Ferrini-Mundy is currently the chief operating officer of the National Science Foundation. Her background is in education, and she takes pride in having a “very rich career” that has spanned from K-12 education to higher education.

Her goals for her potential presidency include learning about the campus at both Orono and Machias as well as the faculty. With that, she hopes to understand the challenges and opportunities on the campus and understand what has already been done by current UMaine president, Susan Hunter.

“I believe that a president comes in to build on the good work that people before him/her have done,” Ferrini-Mundy said. “And some areas of high priority for me definitely include the student experience. Keeping a focus on the teaching and learning is important. The second has to do with the relationship between the University and the rest of the state, including with the trustees and the chancellor and with other campuses and making sure that the institution is playing its part. And lastly, the mission of the University is also important. This university is about building new knowledge and making sure that the infrastructure is sound and growing.”

“I admire the accomplishments of President Hunter, both as I have learned and as I have had the chance to meet with her this week. Just such deep commitment to the state, to the university, and to the people of the university. I would aspire to continue that and build from what she has done,” Ferrini-Mundy said.


When looking at previous positions that she has held, Ferrini-Mundy takes great pride and feels “very fortunate” to have had previous experiences in education that include her roles at Michigan State University as well as the University of New Hampshire and through the federal government. “All of that experience involves key activity that I think is fundamental to the work of the president as it involves a focus on education everywhere.”


With President Hunter leaving, it is important for the future president to continue the work that she has built. To do this, Ferrini-Mundy says that through everything she is learning and seeing, “this relationship is a very positive one. While the two institutions [Machias and Orono] are quite different, it is important to understand what those differences are and looking at the strengths that each one has and how they can learn from one another.”


Ferrini-Mundy is also very interested in the Machias campus as it plays a critical role in the region. This provides a setting for an education for those in the area in a way that is “quite nicely tied to the place”, according to Ferrini-Mundy. The emphasis that they [Machias] have there are aligned well with what the region has to offer, what the workforce might need with developing and advancing learning opportunities for those students.”


Another important focus for the students as well as the state of Maine is facilitating economic growth with initiatives to keep graduates in Maine. Ferrini-Mundy recognized that to do this, a skilled workforce is necessary in order to take on leadership and key roles in the industries and activities within that state.


“A pretty fundamental way for the University to influence economic growth is to be producing outstanding graduates who want to stay in the state and want to contribute as leaders in a whole host of sectors.

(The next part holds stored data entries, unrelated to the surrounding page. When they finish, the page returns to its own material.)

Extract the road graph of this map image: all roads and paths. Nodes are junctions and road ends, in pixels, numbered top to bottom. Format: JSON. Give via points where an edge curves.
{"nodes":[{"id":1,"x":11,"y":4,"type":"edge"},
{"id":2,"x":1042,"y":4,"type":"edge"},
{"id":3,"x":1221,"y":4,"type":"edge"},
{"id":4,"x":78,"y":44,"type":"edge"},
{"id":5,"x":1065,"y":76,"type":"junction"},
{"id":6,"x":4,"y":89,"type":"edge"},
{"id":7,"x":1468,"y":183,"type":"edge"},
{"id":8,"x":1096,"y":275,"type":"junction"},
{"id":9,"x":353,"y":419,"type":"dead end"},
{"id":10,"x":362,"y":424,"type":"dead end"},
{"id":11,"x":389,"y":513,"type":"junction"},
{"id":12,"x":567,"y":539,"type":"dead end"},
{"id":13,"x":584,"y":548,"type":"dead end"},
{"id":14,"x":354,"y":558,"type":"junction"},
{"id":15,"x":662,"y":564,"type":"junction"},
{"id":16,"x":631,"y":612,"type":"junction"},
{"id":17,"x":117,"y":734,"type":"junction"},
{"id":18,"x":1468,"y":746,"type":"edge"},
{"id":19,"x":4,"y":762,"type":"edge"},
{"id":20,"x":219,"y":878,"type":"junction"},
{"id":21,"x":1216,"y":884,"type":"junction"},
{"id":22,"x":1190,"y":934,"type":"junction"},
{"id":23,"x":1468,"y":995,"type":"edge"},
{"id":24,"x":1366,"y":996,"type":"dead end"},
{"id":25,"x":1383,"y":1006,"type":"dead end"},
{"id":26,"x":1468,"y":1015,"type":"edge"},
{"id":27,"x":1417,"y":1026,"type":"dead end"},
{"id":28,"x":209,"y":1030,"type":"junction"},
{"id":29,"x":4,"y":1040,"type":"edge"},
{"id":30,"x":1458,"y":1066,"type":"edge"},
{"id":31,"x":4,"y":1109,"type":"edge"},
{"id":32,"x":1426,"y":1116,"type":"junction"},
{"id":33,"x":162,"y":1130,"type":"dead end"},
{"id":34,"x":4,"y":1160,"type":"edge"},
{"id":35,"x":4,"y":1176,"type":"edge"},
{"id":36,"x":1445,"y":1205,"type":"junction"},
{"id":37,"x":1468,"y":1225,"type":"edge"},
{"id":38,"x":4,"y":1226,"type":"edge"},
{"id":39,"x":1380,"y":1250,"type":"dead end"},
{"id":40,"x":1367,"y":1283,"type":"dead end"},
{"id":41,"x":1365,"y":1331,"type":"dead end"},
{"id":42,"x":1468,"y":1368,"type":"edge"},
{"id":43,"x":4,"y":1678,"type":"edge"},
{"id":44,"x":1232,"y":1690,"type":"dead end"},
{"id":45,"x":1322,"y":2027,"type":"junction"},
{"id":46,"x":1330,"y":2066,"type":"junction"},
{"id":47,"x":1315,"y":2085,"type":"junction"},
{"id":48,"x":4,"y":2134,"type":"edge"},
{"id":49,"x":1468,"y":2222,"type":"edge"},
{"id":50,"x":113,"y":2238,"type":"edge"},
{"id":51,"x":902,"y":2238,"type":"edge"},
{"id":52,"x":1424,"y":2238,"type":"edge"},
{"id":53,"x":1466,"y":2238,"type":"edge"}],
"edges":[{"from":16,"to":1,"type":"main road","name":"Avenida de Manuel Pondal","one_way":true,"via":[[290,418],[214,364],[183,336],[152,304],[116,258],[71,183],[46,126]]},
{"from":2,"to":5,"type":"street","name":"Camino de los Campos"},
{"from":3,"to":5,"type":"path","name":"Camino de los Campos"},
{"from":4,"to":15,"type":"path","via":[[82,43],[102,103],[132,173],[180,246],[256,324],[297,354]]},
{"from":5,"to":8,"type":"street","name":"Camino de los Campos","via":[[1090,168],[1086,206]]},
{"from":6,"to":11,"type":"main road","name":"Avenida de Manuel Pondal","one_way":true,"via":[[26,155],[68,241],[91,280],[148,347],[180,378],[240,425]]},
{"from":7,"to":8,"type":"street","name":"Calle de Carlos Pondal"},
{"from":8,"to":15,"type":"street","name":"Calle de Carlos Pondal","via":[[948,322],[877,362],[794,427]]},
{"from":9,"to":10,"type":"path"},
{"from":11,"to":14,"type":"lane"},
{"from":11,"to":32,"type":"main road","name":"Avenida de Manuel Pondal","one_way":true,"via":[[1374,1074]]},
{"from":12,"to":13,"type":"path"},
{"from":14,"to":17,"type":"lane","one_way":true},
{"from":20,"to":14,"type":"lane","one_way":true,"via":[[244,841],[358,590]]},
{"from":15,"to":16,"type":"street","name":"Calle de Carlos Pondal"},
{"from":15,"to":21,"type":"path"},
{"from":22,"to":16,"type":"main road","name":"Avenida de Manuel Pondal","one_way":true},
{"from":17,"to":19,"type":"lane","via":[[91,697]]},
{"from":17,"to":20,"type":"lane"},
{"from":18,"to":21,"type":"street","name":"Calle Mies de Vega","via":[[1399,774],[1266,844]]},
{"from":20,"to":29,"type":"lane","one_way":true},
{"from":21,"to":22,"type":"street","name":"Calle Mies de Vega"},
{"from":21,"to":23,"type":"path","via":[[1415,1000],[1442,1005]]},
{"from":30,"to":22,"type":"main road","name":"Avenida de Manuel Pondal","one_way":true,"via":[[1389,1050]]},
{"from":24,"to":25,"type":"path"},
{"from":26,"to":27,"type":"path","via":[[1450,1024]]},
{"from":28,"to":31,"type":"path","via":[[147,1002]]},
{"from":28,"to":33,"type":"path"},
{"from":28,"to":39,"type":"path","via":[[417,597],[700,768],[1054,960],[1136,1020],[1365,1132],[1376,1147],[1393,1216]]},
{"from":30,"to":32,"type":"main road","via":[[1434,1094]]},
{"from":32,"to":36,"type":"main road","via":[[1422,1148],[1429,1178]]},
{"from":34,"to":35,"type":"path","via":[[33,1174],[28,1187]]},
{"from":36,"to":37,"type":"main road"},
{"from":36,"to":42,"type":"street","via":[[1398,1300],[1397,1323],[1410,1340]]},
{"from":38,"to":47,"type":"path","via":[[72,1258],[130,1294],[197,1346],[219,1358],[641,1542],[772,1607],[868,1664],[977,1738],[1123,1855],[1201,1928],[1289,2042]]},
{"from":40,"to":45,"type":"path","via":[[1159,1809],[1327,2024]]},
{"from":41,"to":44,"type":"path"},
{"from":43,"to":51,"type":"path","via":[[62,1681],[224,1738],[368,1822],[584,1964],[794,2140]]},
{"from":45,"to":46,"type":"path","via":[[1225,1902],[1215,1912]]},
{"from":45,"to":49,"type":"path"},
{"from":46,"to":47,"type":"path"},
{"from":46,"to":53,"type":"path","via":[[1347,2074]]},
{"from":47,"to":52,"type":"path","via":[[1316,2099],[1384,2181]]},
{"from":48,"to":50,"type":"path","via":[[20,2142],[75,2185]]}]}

I also understand the importance of partnerships and understanding the needs of the business community in the state, and looking for ways to get together and advance the activity at the University can be supportive of those needs,” Ferrini-Mundy added.

Ferrini-Mundy was excited to be on the UMaine campus. “I’m very grateful for the visit I’m having here, for the time that people have taken for me, and I am very excited about the possibilities for this university,” Ferrini-Mundy said.